[Keypoint text descriptions]
..............................
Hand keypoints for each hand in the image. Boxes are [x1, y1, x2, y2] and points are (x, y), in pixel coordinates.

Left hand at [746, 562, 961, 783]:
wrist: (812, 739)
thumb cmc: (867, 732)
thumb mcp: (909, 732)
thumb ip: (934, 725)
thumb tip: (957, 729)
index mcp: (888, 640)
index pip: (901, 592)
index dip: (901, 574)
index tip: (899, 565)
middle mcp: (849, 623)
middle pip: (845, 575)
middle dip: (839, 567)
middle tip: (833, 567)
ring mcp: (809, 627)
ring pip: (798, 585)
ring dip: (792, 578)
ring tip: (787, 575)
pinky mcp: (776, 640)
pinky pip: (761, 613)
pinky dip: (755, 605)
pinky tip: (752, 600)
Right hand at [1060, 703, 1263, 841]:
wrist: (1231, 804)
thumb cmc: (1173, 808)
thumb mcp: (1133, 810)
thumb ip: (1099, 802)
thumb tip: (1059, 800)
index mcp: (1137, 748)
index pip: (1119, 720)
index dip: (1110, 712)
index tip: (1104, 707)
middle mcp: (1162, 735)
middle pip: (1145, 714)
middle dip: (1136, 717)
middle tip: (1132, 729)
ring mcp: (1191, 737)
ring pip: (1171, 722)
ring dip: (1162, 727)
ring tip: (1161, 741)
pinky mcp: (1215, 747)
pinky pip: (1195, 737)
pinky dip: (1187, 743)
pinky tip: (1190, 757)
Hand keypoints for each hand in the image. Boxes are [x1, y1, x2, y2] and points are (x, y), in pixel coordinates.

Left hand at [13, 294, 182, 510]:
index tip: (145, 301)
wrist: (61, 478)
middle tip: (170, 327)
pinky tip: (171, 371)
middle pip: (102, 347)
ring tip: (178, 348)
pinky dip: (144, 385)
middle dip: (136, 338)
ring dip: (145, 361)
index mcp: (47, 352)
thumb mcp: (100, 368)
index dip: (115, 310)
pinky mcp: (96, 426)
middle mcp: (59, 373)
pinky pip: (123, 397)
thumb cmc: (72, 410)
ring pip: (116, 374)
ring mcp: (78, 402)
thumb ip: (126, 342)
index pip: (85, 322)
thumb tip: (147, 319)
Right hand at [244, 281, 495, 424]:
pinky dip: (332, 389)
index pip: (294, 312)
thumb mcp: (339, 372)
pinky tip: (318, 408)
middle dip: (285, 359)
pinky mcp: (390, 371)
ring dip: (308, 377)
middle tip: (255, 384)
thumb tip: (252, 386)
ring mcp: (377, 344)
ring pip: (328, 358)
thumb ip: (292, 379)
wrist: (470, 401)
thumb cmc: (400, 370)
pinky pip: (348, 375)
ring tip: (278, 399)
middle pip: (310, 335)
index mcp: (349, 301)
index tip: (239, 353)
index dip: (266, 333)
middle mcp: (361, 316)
..............................
• _Task requirements_:
Look above for the line containing "thumb ip: (1099, 802)" and the line containing "middle pip: (102, 347)". Transcribe both, with the lines between them, exactly.

• _Reply to the exercise_:
thumb ip: (1099, 802)
thumb tip: (1059, 800)
index mcp: (1137, 748)
index pip: (1119, 720)
index dip: (1110, 712)
index tip: (1104, 707)
middle mcp: (1162, 735)
middle pip: (1145, 714)
middle dip: (1136, 717)
middle tip: (1132, 729)
ring mcp: (1191, 737)
ring pip: (1171, 722)
ring dip: (1162, 727)
ring tip: (1161, 741)
pinky mcp: (1215, 747)
pinky pip: (1195, 737)
pinky dip: (1187, 743)
pinky tip: (1190, 757)
Hand keypoints for each hand in the image. Boxes are [x1, y1, x2, y2] and points are (x, y), in pixel coordinates.

Left hand at [13, 294, 182, 510]:
index tip: (145, 301)
wrist: (61, 478)
middle tip: (170, 327)
pinky tip: (171, 371)
middle pip: (102, 347)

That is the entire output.